Source data:
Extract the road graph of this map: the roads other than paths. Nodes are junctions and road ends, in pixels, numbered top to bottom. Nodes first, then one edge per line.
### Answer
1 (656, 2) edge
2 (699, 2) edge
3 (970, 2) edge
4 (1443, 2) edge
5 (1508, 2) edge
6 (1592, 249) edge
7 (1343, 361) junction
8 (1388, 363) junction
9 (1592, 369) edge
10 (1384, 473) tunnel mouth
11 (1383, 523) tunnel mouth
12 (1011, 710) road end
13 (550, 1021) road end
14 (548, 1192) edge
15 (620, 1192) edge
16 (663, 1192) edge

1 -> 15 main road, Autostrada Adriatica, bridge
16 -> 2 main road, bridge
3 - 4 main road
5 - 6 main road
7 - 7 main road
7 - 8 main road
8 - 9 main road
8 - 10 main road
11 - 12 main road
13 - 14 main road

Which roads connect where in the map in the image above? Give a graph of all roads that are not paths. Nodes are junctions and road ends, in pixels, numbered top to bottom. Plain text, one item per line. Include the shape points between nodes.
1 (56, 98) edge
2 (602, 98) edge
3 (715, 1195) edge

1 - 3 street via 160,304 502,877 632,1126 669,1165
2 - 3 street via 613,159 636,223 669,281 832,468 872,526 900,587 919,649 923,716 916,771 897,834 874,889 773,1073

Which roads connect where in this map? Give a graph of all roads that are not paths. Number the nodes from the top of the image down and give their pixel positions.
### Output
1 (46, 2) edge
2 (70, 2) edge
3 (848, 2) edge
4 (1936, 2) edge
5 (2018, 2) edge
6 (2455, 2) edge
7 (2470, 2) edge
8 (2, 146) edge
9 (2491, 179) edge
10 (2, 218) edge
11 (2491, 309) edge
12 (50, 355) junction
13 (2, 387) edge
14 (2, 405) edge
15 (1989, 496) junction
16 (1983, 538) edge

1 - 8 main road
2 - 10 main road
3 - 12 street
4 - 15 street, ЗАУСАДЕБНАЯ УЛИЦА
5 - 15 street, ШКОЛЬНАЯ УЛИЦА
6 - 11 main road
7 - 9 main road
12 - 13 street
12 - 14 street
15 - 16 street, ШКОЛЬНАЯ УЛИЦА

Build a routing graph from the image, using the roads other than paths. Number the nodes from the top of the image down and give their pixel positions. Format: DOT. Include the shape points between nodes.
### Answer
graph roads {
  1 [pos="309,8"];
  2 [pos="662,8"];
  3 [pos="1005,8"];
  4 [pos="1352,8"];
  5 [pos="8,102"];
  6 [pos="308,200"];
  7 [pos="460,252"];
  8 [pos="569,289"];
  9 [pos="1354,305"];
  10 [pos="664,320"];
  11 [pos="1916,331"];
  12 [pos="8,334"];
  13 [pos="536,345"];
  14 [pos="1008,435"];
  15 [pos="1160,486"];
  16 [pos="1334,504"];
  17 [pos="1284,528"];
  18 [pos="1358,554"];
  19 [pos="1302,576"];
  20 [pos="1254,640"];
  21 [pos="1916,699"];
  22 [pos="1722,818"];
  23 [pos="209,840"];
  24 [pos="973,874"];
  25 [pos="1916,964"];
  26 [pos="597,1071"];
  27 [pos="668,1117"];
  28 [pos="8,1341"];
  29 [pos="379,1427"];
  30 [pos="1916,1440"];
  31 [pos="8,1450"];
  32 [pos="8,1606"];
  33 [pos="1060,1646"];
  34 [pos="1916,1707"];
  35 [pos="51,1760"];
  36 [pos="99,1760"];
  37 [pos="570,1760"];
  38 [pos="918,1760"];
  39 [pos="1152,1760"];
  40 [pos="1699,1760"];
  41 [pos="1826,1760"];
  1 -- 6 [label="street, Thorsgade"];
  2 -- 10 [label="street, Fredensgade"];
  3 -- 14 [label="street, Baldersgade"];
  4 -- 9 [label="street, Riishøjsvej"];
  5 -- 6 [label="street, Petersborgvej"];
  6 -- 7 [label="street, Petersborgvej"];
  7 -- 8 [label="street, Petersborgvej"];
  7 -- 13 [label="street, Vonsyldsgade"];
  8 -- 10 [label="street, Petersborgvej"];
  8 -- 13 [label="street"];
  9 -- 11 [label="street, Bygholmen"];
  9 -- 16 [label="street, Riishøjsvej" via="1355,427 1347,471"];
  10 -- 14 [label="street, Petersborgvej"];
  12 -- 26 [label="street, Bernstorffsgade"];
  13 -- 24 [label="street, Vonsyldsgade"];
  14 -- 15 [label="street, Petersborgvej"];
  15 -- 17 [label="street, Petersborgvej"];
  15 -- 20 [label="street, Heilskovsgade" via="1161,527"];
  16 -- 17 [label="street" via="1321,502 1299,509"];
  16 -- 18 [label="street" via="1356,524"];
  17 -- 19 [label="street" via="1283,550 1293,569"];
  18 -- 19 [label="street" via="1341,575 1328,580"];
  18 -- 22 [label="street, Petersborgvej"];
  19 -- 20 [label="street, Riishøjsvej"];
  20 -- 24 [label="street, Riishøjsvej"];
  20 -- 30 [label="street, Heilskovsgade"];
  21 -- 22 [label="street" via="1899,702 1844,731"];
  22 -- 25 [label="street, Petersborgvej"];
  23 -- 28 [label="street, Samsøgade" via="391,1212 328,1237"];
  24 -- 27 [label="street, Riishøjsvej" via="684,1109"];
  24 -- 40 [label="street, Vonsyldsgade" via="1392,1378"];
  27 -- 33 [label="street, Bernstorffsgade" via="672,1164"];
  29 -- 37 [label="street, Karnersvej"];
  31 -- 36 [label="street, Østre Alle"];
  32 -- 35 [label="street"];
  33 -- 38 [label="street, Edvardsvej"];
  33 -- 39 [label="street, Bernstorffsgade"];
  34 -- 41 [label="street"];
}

To do.
Look through the entries above, and wherever a line holds the string "from", copy it.

Result of this exercise.
Which roads connect where in this map? Give a graph of all roads that are not paths. Number the nodes from the top of the image down and give their pixel positions.
Build a routing graph from the image, using the roads other than paths. Number the nodes from the top of the image down and give their pixel positions. Format: DOT. Include the shape points between nodes.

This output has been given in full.